だから、ここにある2枚のダリアの色は、プティボンご本人のイメージとは異なりますこと、申し添えておきます。 この色の洪水の中にあったパープル系は、惜しくもろくな写真しかありません。 こんなんです。 いまいちすぎますが、中央の渋いところが彼女好みの色かもです。 ベルクの「ルル」では、どぎつい演出もあって、キツイ赤をまとってますが・・・・。 今回のパトリシア・プティボンの1枚は、スパニッシュです。
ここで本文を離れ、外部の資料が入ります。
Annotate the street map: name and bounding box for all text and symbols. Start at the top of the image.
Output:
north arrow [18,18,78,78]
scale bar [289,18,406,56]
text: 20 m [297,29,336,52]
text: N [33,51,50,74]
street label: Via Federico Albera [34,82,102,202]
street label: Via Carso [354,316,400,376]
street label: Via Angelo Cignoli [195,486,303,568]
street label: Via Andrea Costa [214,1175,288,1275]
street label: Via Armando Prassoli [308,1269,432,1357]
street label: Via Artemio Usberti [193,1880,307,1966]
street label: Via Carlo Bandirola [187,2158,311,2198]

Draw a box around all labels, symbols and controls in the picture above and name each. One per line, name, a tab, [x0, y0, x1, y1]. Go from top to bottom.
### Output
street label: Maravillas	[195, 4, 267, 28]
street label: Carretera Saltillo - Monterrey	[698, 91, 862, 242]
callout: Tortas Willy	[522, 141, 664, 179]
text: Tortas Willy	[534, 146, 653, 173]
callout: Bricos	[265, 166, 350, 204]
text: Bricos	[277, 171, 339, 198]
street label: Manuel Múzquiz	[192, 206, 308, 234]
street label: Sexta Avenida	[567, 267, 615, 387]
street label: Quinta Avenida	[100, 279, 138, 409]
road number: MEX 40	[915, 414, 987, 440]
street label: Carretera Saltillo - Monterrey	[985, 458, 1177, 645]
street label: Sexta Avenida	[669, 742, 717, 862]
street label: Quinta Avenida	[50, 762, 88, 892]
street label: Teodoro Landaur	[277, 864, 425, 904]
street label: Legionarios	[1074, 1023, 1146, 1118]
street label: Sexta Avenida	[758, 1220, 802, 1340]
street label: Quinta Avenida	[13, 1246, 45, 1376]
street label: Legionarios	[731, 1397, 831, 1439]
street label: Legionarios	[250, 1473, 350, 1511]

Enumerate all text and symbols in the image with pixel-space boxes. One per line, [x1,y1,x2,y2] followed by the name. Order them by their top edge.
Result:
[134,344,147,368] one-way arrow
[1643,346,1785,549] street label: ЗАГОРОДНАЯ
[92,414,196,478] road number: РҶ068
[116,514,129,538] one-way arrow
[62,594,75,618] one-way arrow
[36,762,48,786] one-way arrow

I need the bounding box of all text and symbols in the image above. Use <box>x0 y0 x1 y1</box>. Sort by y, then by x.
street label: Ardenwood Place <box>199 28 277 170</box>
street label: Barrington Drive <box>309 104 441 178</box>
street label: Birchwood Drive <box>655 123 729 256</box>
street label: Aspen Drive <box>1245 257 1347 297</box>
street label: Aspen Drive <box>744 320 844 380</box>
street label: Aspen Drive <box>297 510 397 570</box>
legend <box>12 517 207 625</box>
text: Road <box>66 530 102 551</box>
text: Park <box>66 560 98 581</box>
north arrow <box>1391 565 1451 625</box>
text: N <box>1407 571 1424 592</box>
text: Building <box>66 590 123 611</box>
「Merancolia」~メランコリア 、Spanish Arias & Songs。 幅広いレパートリーと柔軟性を持つチャーミングな彼女、仏・独・伊・西・米・英と広範に各国の歌を歌います。 来日の際には、「さくらさくら」も歌ってくれましたから、もしかしたら日本の歌もいけちゃうかもです。 前にも書いたけれど、山口百恵(アリス)の「秋桜」を是非とも歌って欲しいと思ってます。 知的で、努力家、チャレンジ精神と、プロとしてのサービス精神の横溢したプティボンさまなのです。 メランコリア(メランコリー)は、憂鬱な、ちょっとアンニュイで落ち込んだ気分。 そんな気分の歌や、逆に、そのメランコリーな気分を晴らそうと陽気に、明るくふるまうような歌の数々。 そんなスペイン、ポルトガルやブラジル、フランスのラテン系の歌を集めた洒落た1枚。 CDブックレットの中で、ゆかりある方々のお名前をあげて感謝の彼女の言葉が書かれてます。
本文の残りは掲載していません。